20 minutes later, we got the text that our table was ready. And what do you know? It's that same table that had been available 20 minutes earlier. Not only did we have to wait 20 minutes for no reason, but we were placed at a table that was so cold that we couldn't even take our wool coats off. There are heaters in the ceiling on the patio, but they don't really make a difference at that temperature. Whatever. I imagine this is to encourage people to drink more.
Soon after sitting down, we realized we had been placed next to a ~20-person party of high school teachers who were mostly intoxicated. They shouted and screamed at each other the entire time we were there.
Our waitress was terrible. She took our order and that's about all she did that night. She walked past us many times without saying a thing. She didn't ask us how our food was until after we had eaten it. Also, I was surprised that the restaurant doesn't serve chips and salsa with the food. What kind of Mexican place doesn't do that??

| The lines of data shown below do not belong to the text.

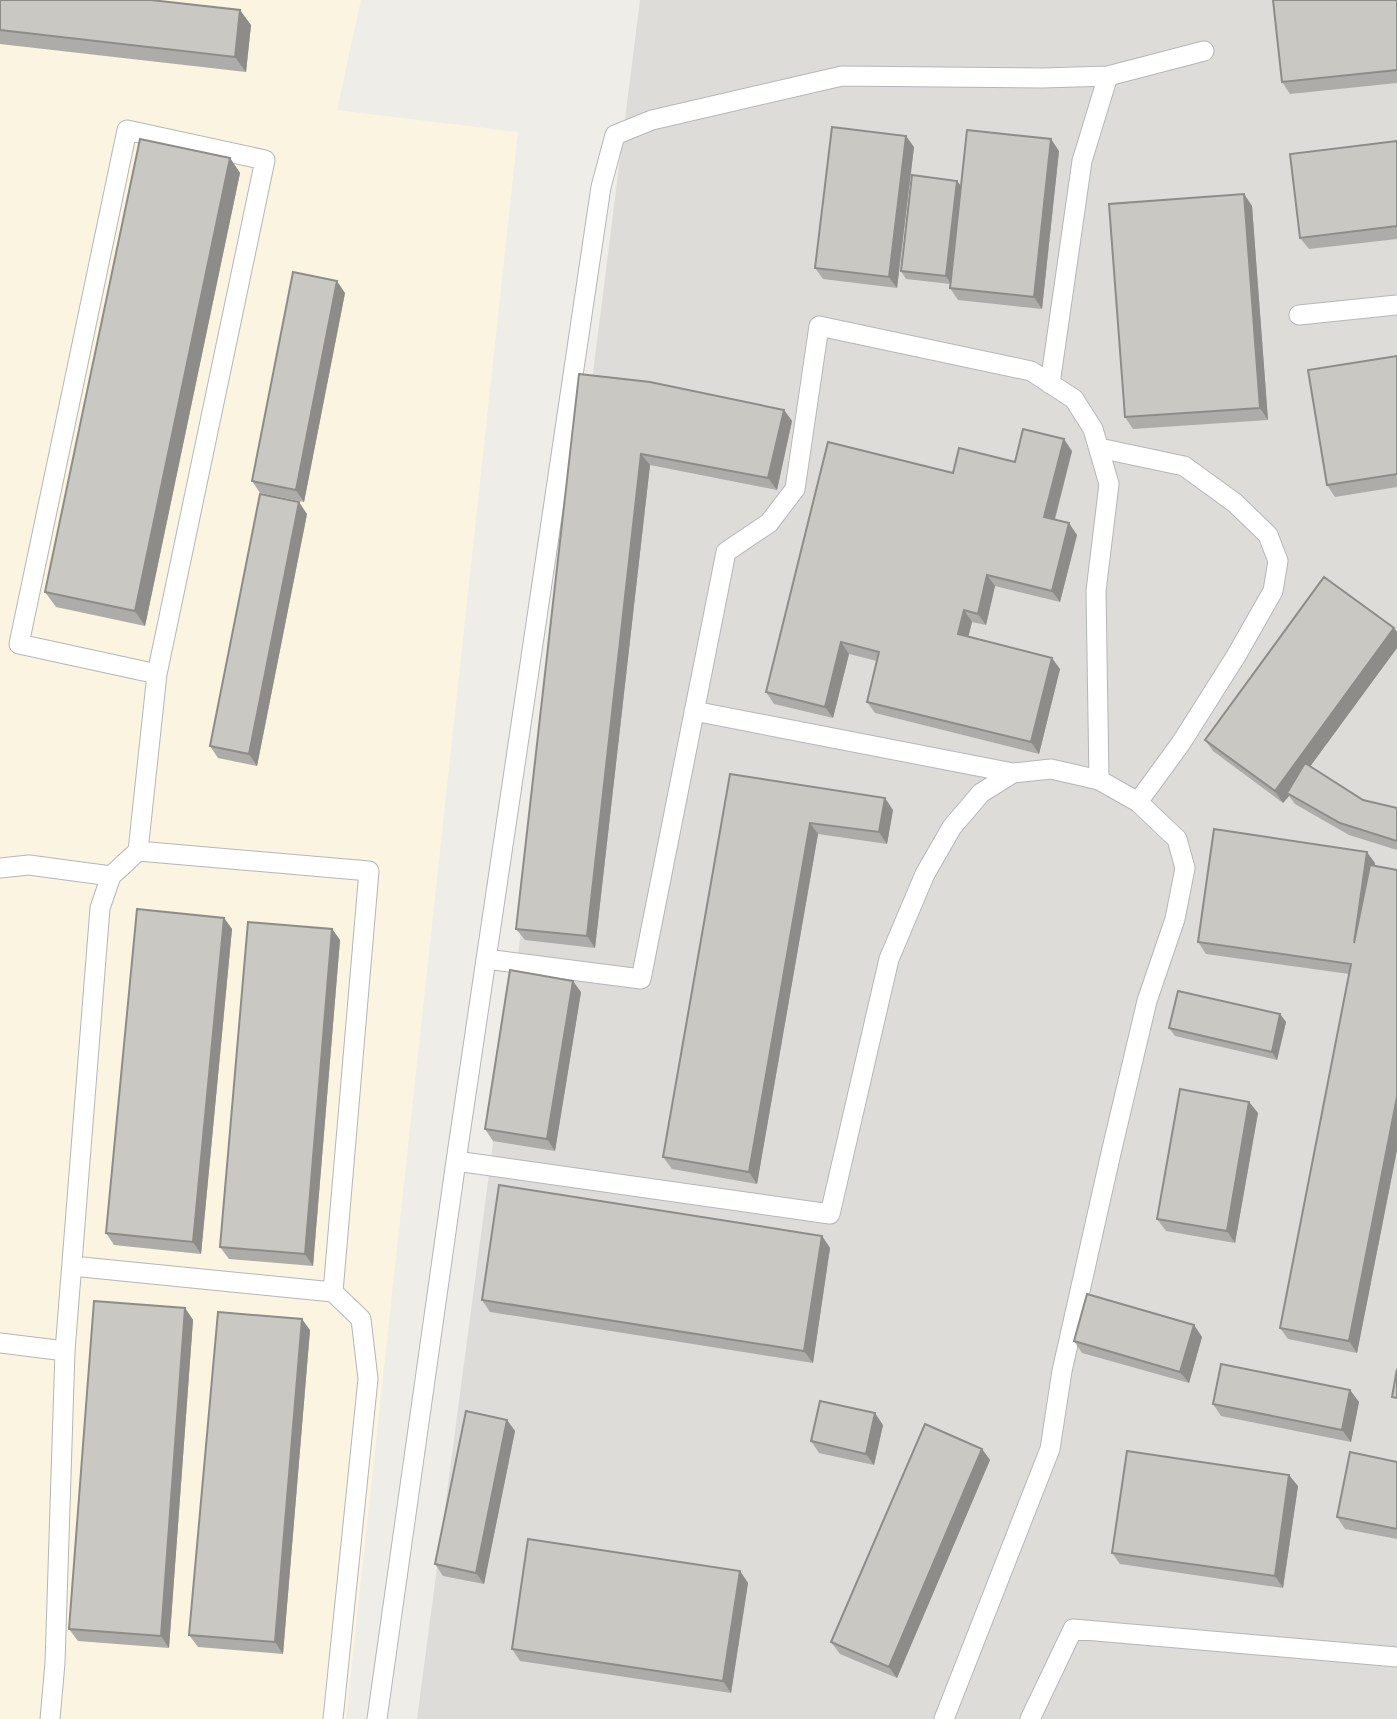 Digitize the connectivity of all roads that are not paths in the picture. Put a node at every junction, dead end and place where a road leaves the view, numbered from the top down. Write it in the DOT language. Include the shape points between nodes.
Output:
graph roads {
  1 [pos="1204,51"];
  2 [pos="1108,76"];
  3 [pos="1397,305"];
  4 [pos="1299,315"];
  5 [pos="1051,384"];
  6 [pos="1099,448"];
  7 [pos="157,674"];
  8 [pos="694,711"];
  9 [pos="1013,774"];
  10 [pos="1099,780"];
  11 [pos="1138,802"];
  12 [pos="138,851"];
  13 [pos="0,868"];
  14 [pos="111,876"];
  15 [pos="486,959"];
  16 [pos="456,1161"];
  17 [pos="72,1266"];
  18 [pos="333,1292"];
  19 [pos="0,1343"];
  20 [pos="65,1351"];
  21 [pos="1397,1657"];
  22 [pos="50,1719"];
  23 [pos="333,1719"];
  24 [pos="377,1719"];
  25 [pos="944,1719"];
  26 [pos="1030,1719"];
  1 -- 2 [label="lane"];
  2 -- 5 [label="lane" via="1082,161"];
  2 -- 15 [label="lane" via="842,76 652,120 615,135 601,187"];
  3 -- 4 [label="lane"];
  5 -- 6 [label="lane" via="1074,399"];
  5 -- 8 [label="lane" via="1031,371 819,326 795,489 769,523 726,552"];
  6 -- 10 [label="lane" via="1109,484 1096,591"];
  6 -- 11 [label="lane" via="1184,466 1235,503 1268,535 1278,561 1273,591 1236,656"];
  7 -- 7 [label="lane" via="265,160 127,130 19,644"];
  7 -- 12 [label="lane"];
  8 -- 9 [label="lane"];
  8 -- 15 [label="lane" via="641,979"];
  9 -- 10 [label="lane" via="1051,769"];
  9 -- 16 [label="lane" via="981,793 952,827 925,874 888,959 830,1214"];
  10 -- 11 [label="lane"];
  11 -- 25 [label="lane" via="1177,839 1185,868 1175,919 1141,1027 1062,1370 1050,1449"];
  12 -- 14 [label="lane"];
  12 -- 18 [label="lane" via="369,871"];
  13 -- 14 [label="lane" via="29,865"];
  14 -- 17 [label="lane" via="100,908"];
  15 -- 16 [label="lane"];
  16 -- 24 [label="lane"];
  17 -- 18 [label="lane"];
  17 -- 20 [label="lane"];
  18 -- 23 [label="lane" via="362,1319 368,1379"];
  19 -- 20 [label="lane"];
  20 -- 22 [label="lane"];
  21 -- 26 [label="lane" via="1073,1629"];
}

So about the food . . . I was all pumped for some amazing Mexican/Southwest food after hearing such good things from my friends. Both of us ordered burritos, which the menu indicated were their top sellers. When we got the food, it was lukewarm. I assumed that like many Mexican food restaurants, the dish would come with some sort of side of rice or re-fried beans. However, both of us received a white plate with a white burrito on it and a small plop of pico on the side. There was also an extremely ugly orange stain on the top of my burrito that was made out of some kind of flavorless sauce that I assume was supposed to look like the restaurant's logo. That was it. Still trying to be positive, I assumed that they had just put all the sides inside the burrito. But then I cut into it and found that the whole thing was literally just beans, rice, meat and (I kid you not) about three bell pepper slices.

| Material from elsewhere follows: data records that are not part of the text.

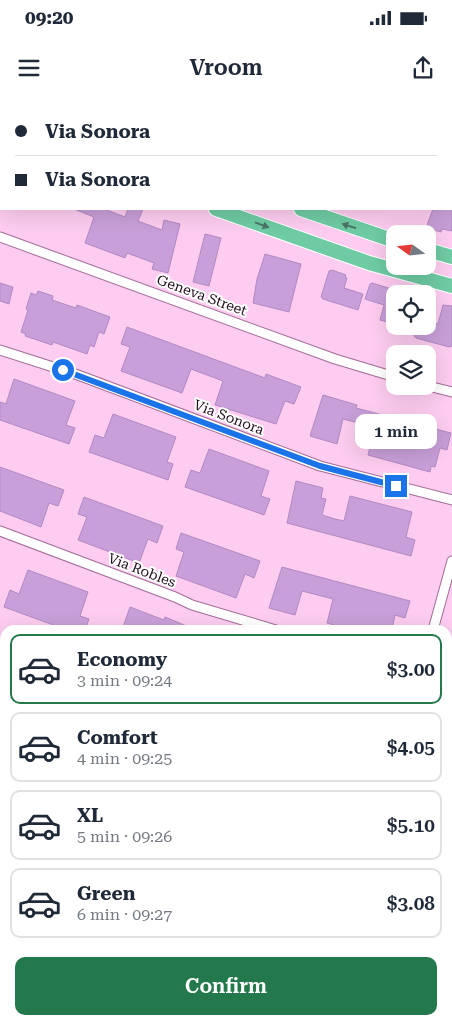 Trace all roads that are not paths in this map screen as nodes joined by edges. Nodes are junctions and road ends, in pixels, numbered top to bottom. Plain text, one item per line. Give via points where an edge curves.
1 (219, 210) edge
2 (304, 210) edge
3 (0, 237) edge
4 (386, 238) edge
5 (436, 252) edge
6 (452, 257) edge
7 (452, 286) edge
8 (0, 350) edge
9 (386, 374) edge
10 (436, 388) edge
11 (452, 392) edge
12 (452, 500) edge
13 (0, 531) edge
14 (452, 561) edge
15 (259, 625) edge
16 (435, 625) edge

1 -> 7 main road via 369,263
4 -> 2 main road
3 - 9 street, Geneva Street via 335,359
5 - 6 main road
8 - 12 street, Via Sonora via 78,375 320,466
10 - 11 street
13 - 15 street, Via Robles via 192,605
14 - 16 street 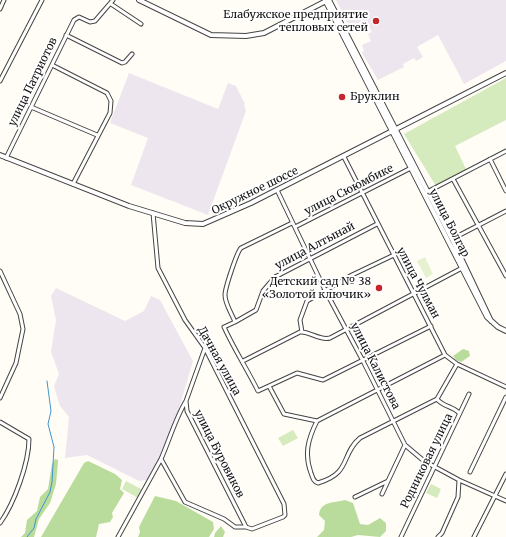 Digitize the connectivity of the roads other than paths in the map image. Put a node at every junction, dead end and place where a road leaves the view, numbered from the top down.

My partner and I both agreed that there was a distinct lack of seasoning in our food. It just tasted like beans and rice and meat. I don't think they even know what cumin is.
Best part is, we paid over $10 for each of our flavorless burritos.
Next time you want a big burrito that actually tastes like something, please do yourself a favor and go to the Chipotle across the street instead. It's actually cheaper and it tastes about 100 times better and you won't have to sit in a freezer next to drunk people while you eat.